(ABOUT THIS TASK)
Which lines below contain "Madhuvanti"? Copy every one of them.

(Saved data entries)
---------------

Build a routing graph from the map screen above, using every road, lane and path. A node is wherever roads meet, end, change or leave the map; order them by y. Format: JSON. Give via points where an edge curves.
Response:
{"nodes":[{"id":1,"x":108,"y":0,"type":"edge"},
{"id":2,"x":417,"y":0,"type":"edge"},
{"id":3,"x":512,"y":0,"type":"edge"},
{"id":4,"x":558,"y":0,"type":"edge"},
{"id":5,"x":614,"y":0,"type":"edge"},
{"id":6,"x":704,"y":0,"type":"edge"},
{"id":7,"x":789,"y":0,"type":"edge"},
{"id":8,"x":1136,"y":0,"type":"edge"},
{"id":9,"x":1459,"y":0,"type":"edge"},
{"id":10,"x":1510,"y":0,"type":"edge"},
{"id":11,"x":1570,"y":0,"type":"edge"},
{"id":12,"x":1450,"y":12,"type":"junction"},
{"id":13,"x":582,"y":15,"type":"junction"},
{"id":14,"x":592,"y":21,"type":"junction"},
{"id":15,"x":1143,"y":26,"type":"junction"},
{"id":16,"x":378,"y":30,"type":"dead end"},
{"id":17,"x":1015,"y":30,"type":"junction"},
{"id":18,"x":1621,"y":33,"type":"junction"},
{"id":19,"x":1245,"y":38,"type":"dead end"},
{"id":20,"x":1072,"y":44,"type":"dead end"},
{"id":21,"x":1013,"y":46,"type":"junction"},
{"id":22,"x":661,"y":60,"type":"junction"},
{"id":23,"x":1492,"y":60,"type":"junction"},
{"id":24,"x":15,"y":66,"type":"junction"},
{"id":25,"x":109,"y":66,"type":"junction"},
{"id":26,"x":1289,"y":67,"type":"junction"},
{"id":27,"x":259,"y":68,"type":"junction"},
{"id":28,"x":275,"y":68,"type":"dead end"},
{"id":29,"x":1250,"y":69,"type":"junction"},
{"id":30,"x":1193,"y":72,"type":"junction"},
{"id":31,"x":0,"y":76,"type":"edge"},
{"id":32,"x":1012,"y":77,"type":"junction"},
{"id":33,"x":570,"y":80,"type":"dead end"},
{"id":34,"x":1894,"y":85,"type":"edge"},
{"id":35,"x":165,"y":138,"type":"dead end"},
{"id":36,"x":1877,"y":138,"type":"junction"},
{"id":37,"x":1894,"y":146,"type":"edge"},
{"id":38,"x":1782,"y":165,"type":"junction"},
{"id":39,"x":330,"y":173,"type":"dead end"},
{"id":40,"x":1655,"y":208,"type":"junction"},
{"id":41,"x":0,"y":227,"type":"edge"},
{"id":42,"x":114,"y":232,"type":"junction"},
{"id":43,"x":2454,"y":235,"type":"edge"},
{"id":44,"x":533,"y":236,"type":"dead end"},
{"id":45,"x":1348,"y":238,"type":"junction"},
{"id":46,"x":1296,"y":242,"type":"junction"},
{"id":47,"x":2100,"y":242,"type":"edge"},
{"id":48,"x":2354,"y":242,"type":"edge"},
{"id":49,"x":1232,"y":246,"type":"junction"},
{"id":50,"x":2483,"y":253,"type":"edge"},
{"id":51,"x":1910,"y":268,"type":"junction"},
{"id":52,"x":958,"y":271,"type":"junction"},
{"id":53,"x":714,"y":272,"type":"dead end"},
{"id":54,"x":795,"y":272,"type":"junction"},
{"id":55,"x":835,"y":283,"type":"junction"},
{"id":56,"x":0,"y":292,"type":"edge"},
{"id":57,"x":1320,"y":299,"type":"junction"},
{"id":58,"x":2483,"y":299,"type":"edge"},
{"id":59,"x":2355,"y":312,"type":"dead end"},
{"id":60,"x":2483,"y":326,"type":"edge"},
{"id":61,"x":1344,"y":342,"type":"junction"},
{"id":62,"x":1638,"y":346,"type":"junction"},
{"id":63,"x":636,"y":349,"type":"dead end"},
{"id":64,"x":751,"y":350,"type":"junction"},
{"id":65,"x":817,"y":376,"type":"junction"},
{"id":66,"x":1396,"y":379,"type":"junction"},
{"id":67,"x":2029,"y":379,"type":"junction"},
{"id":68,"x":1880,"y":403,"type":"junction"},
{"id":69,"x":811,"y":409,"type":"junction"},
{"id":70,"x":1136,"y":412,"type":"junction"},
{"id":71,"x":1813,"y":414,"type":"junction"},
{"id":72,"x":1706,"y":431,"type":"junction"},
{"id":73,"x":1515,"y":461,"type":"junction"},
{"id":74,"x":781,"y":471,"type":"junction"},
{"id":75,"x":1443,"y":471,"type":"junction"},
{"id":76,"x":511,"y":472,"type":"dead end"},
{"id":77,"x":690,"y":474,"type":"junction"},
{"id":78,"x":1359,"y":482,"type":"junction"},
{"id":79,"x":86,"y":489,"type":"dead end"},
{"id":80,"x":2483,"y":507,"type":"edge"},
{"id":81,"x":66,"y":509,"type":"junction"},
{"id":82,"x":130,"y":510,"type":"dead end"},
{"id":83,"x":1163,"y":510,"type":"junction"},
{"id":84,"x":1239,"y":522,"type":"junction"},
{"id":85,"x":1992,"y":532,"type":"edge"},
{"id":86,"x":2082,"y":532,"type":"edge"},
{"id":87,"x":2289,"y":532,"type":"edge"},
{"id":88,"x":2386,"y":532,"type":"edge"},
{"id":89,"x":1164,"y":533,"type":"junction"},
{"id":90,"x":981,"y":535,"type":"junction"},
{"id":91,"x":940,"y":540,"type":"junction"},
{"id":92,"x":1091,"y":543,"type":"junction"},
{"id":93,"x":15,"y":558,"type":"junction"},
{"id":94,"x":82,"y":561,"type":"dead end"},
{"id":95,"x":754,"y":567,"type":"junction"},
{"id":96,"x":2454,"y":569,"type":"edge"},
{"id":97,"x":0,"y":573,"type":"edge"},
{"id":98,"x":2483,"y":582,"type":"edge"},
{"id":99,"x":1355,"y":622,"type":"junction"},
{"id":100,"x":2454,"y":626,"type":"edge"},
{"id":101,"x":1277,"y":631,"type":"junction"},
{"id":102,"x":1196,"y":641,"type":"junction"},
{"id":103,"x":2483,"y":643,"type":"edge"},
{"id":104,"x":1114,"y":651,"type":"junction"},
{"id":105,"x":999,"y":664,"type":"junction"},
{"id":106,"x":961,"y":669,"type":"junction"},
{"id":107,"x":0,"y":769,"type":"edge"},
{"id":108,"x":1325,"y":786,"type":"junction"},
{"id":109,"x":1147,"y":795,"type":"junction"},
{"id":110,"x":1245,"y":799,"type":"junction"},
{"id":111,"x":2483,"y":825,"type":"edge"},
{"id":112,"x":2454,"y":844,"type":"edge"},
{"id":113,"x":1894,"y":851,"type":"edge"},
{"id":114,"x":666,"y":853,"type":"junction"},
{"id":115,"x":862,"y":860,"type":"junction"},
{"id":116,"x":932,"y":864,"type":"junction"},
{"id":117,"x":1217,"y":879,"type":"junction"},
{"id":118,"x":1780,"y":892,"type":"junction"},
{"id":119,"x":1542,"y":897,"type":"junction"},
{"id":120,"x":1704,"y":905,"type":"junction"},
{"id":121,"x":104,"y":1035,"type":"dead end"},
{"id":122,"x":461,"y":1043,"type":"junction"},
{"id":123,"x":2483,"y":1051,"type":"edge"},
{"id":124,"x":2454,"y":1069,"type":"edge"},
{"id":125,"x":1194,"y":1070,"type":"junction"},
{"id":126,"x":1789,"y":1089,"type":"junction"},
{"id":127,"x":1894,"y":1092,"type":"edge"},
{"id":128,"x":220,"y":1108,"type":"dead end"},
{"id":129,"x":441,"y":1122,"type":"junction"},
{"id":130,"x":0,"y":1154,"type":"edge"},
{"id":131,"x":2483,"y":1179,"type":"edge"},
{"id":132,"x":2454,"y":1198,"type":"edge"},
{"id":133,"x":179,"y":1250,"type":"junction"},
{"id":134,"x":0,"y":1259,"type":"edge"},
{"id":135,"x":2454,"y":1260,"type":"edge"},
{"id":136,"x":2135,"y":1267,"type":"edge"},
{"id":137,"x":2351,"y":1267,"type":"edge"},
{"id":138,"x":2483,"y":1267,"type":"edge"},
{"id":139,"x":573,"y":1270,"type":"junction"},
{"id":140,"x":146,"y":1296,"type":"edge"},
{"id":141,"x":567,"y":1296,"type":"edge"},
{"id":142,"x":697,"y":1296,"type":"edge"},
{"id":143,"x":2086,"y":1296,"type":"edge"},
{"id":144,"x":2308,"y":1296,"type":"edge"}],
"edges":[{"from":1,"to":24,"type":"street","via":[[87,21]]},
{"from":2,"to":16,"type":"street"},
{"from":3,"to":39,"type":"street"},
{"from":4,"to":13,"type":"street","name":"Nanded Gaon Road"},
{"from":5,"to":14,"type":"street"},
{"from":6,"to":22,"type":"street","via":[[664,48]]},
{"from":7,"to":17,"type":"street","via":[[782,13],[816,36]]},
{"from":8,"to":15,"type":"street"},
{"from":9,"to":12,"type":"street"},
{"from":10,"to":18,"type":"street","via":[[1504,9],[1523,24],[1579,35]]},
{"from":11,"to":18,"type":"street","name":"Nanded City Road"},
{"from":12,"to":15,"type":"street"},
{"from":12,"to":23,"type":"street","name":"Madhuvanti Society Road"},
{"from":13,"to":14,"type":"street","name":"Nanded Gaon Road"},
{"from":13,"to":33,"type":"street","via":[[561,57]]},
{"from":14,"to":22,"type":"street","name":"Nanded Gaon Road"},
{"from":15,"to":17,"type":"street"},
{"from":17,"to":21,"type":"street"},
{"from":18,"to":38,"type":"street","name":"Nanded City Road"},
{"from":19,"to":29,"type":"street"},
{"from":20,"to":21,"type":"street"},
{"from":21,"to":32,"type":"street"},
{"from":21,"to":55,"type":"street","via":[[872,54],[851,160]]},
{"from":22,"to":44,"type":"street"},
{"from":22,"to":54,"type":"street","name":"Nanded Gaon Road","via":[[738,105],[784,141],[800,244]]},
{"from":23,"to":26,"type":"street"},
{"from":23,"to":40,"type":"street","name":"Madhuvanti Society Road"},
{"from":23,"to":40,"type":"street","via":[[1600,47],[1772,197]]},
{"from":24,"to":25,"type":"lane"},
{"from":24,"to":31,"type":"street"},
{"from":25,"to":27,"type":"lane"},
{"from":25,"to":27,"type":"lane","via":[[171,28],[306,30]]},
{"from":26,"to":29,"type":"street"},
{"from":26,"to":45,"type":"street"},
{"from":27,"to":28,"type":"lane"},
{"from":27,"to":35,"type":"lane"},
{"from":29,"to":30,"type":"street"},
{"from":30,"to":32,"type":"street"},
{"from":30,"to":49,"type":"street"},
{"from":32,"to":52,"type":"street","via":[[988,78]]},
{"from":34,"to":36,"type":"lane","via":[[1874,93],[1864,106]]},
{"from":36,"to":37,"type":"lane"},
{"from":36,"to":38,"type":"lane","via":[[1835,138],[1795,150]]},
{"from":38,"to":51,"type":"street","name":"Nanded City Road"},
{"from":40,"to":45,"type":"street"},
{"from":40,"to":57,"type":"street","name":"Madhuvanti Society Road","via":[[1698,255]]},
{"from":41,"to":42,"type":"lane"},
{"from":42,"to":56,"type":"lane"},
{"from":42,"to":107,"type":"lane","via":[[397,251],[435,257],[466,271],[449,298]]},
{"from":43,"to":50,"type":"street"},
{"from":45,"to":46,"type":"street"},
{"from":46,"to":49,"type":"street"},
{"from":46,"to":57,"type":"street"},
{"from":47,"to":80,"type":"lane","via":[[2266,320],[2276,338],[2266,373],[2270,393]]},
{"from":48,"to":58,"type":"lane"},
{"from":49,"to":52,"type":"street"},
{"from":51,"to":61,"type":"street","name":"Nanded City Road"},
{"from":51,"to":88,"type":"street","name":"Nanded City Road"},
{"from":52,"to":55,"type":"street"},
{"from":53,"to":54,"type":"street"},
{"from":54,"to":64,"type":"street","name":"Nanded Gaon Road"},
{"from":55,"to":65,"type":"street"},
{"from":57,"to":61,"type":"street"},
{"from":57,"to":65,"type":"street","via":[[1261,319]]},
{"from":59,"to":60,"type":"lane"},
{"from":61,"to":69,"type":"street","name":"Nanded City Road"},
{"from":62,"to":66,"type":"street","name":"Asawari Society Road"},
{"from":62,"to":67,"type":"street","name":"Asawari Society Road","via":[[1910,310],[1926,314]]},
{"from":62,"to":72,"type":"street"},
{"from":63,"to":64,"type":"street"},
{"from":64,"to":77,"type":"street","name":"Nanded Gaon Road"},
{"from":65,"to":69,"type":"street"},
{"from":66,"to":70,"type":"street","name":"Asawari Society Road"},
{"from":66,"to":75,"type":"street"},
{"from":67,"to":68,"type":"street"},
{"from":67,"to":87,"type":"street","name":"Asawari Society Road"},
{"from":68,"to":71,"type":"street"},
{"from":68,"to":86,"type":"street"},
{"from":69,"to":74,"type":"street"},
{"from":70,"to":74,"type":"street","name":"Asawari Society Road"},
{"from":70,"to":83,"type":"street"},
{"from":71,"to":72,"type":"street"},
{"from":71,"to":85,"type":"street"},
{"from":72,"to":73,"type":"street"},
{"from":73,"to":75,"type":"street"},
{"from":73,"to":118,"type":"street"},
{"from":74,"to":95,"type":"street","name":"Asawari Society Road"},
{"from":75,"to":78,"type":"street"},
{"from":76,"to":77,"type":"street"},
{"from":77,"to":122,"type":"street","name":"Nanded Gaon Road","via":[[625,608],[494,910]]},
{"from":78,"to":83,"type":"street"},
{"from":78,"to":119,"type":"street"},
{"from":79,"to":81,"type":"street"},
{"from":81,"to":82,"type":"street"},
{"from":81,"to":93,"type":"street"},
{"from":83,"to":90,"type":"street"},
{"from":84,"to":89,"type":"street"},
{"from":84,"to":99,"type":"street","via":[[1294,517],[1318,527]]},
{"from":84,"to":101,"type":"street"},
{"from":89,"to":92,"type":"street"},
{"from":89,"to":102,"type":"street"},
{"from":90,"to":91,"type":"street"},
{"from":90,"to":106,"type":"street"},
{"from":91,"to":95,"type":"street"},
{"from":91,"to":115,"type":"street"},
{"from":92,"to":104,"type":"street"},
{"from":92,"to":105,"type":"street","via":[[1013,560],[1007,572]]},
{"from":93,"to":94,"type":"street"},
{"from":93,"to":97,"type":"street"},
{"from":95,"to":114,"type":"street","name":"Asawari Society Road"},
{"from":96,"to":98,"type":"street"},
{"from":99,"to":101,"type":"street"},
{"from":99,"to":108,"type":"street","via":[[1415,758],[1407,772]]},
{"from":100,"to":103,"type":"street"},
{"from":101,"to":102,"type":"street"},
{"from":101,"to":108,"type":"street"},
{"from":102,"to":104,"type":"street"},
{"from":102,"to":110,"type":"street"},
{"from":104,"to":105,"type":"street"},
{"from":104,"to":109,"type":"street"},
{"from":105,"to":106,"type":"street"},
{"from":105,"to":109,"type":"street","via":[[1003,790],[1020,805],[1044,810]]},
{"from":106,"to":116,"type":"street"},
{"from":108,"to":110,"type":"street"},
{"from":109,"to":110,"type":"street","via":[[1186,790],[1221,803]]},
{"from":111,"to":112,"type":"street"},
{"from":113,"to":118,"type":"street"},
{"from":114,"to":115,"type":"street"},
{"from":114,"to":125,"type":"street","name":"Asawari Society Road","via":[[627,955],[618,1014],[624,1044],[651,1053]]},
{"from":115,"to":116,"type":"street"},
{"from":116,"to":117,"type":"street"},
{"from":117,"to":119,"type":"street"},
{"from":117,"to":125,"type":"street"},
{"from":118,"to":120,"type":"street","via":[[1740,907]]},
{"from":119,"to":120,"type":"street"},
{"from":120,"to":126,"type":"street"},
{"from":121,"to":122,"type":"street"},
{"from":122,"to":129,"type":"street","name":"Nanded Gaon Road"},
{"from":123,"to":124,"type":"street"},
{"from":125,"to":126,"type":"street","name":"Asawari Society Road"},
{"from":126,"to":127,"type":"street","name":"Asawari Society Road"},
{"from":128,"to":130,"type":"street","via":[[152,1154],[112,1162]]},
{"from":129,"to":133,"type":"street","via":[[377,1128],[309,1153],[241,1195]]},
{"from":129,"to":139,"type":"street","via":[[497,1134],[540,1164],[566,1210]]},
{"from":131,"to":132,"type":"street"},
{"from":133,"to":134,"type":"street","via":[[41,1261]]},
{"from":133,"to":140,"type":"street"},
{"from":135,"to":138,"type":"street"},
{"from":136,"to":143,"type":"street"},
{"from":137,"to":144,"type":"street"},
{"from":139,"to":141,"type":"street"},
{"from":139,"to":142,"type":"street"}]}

---------------

(SOLVED EXERCISE)
{"from":12,"to":23,"type":"street","name":"Madhuvanti Society Road"},
{"from":23,"to":40,"type":"street","name":"Madhuvanti Society Road"},
{"from":40,"to":57,"type":"street","name":"Madhuvanti Society Road","via":[[1698,255]]},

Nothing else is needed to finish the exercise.